Cuando me acerqué, la niña gritó:
—¡Eres malo, muy malo! —Y se echó a llorar. Las dos mujeres me miraban con cara de pocos amigos, como pidiendo una explicación: "¿Qué hacía usted corriendo detrás de la niña?".

Me sentía ridículo cuando saludé y conté lo que había pasado.
—¿Así que mi hija lo ha tocado a usted "ahí"? —preguntó la madre, señalando la mancha del pantalón con un gesto de la barbilla. Entonces reparé en que una de las manchas estaba sobre un lugar algo comprometido—. ¿No será que le ha pedido que lo toque?
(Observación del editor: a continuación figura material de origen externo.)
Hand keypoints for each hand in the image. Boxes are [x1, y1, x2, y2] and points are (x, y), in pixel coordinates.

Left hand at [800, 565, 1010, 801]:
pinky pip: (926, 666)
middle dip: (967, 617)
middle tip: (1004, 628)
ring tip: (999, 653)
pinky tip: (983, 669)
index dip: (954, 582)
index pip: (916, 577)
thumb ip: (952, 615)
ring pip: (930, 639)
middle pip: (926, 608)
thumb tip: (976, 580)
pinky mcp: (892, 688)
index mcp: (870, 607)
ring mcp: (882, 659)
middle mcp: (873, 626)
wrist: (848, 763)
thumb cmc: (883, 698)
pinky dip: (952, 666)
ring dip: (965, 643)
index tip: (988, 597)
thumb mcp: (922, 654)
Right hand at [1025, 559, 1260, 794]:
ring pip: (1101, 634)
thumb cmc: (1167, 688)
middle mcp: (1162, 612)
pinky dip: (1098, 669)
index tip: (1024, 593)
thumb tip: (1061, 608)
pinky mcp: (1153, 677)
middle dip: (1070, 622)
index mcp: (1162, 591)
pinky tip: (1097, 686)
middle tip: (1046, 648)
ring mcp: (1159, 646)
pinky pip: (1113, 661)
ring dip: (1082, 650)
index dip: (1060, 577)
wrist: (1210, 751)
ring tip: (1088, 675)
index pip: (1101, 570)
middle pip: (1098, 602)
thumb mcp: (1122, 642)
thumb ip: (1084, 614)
Julita, ¿te ha hecho algo este señor?
—¡Señora! —protesté— yo estaba leyendo tranquilamente cuando su hija, a la que debería tener mejor educada y más controlada, empezó a molestarme.
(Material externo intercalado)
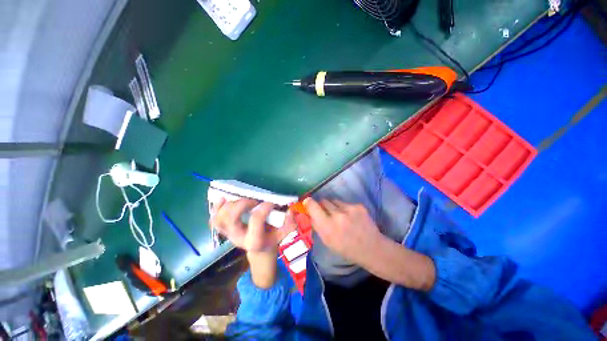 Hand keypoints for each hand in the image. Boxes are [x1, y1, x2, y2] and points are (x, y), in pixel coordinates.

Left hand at [210, 198, 295, 253]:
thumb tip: (290, 210)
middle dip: (243, 204)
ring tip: (240, 198)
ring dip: (229, 205)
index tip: (272, 202)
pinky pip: (214, 220)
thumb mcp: (283, 233)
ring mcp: (229, 234)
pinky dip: (216, 208)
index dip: (264, 207)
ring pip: (220, 218)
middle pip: (232, 218)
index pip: (256, 219)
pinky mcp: (224, 230)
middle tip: (254, 200)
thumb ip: (290, 223)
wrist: (259, 250)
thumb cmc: (271, 239)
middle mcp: (238, 238)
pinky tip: (222, 199)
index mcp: (255, 240)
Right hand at [303, 197, 384, 266]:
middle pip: (323, 201)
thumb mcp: (327, 241)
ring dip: (334, 206)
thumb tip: (311, 212)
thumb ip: (317, 225)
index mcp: (327, 226)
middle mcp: (337, 215)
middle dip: (323, 205)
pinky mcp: (358, 206)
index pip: (312, 205)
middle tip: (326, 212)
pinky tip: (351, 217)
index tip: (308, 202)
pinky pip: (345, 203)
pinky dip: (345, 208)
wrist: (371, 248)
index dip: (309, 202)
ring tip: (341, 215)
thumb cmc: (346, 248)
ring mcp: (349, 209)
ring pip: (334, 200) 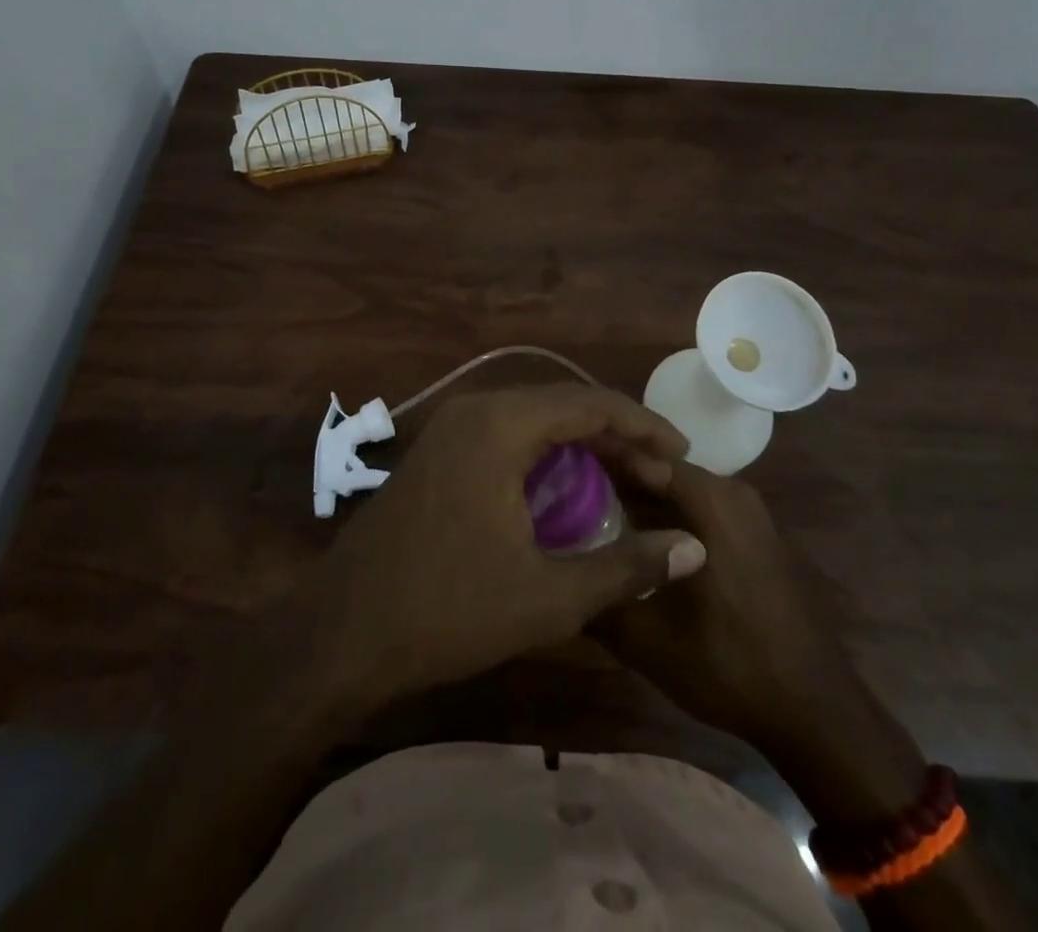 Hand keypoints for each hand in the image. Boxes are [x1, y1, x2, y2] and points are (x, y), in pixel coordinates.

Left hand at [296, 385, 706, 716]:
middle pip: (562, 405)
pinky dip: (545, 455)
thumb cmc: (448, 610)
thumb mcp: (549, 597)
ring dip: (580, 444)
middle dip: (616, 435)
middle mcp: (475, 409)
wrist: (343, 632)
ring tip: (624, 479)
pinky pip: (506, 435)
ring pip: (533, 419)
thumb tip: (694, 549)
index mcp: (501, 425)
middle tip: (658, 473)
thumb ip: (627, 567)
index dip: (643, 426)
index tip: (682, 455)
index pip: (590, 404)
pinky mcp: (438, 451)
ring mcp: (450, 428)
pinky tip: (567, 491)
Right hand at [591, 462, 923, 816]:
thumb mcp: (647, 640)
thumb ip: (596, 600)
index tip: (557, 471)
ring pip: (680, 493)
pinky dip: (669, 520)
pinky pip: (702, 512)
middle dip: (615, 483)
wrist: (815, 711)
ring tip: (594, 523)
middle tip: (567, 501)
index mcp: (709, 499)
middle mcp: (732, 492)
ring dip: (642, 504)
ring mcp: (750, 513)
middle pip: (659, 471)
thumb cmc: (730, 665)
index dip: (596, 459)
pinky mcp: (757, 536)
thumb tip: (556, 575)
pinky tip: (640, 548)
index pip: (639, 456)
Mientras tanto la nena no paraba de gritar: "¡Es malo, es muy malo! ¡El hombre es malo!…", con un berrinche creciente.

—Que leía, dice, si no lleva nada que leer… ¡Qué corta es la mentira…!
—Leía un libro que ha robado su hija. Debe de llevarlo en alguna parte.
—¿Me toma por idiota? ¡Espere a que pase un guardia y veremos qué estaba haciendo usted!
Yo estaba más que indignado a esas alturas de la conversación. Dispuesto a ofrecer la prueba de que no mentía, con un rápido movimiento así a la niña del brazo con intención de rescatar el libro. La pequeña dio un grito como si estuvieran degollándola y me lanzó un puntapié, al que se unieron los golpes que la madre propinaba en mi espalda con el puño.
—¡Deje a la niña, pervertido! —gritaba, sin parar de golpear.
Dos hombres que pasaban por allí se acercaron al ver el alboroto. La otra mujer, hasta entonces callada, les informó:
—Éste…, que estaba tocando a la niña…
El más joven me sujetó por el brazo mientras el otro usaba su teléfono móvil.
—Así que tenemos a un viejo verde… —digo el energúmeno de modo amenazador. Me zarandeó agarrándome por la ropa, lo que hizo saltar un par de botones de mi camisa.
—No te compliques, Andrés, que ya viene la policía —aconsejó el otro.
—¡Oigan, yo…! —intenté explicarme.
—Calladito y quieto —ordenó mi captor con chulería.
La mención de la policía me inquietó pero, viendo el cariz que tomaba el asunto, sólo deseaba que llegara cuanto antes. Unos minutos después, dos vehículos se detuvieron junto a la acera y bajaron de ellos cuatro hombres uniformados.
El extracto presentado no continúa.